## EXERCISE REQUIREMENTS
Restate word for word the lines below, from the one containing "pinky dip: (106, 152)" through the final line, with no pictures included.

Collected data
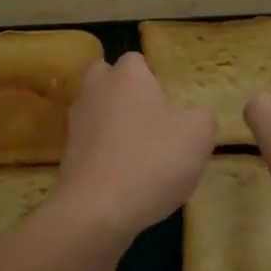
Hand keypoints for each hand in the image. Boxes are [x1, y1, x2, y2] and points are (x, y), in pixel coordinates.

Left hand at [56, 53, 216, 238]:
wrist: (97, 211)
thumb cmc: (152, 160)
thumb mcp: (198, 134)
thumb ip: (202, 116)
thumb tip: (194, 114)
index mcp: (126, 76)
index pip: (136, 59)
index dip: (153, 76)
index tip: (170, 99)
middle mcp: (96, 90)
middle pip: (106, 77)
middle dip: (123, 90)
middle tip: (151, 115)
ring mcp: (77, 124)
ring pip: (97, 110)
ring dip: (114, 122)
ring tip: (142, 149)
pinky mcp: (68, 156)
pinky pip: (92, 143)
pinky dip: (106, 152)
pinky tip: (127, 175)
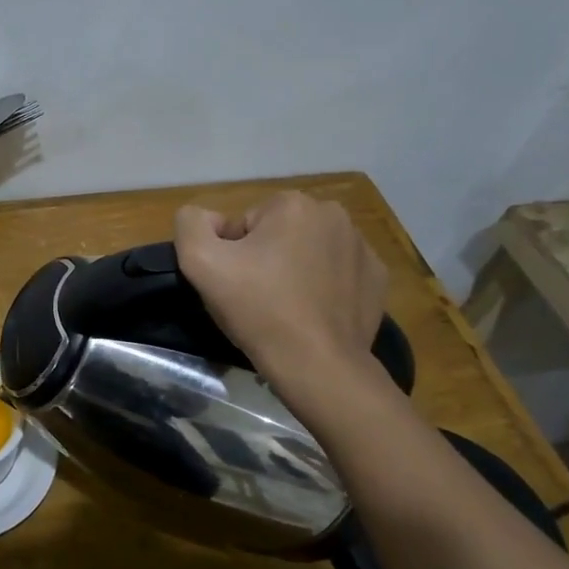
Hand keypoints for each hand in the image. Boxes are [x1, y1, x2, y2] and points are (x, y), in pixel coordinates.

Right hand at [174, 192, 389, 400]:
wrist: (316, 365)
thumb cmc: (257, 308)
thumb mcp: (199, 261)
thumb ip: (190, 224)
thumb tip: (209, 219)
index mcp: (292, 204)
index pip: (244, 224)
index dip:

## ANSWER BOX
pinky dip: (106, 152)
pinky tip: (127, 175)
Hand keypoints for each hand in the image. Boxes are [x1, y1, x2, y2] and points are (x, y), in pixel coordinates.

Right hand at [174, 192, 389, 400]:
wrist: (316, 365)
thumb cmc: (257, 308)
thumb mcp: (199, 261)
thumb ip: (190, 224)
thumb tip: (209, 219)
index mcp: (292, 204)
index pip: (244, 224)
index dip:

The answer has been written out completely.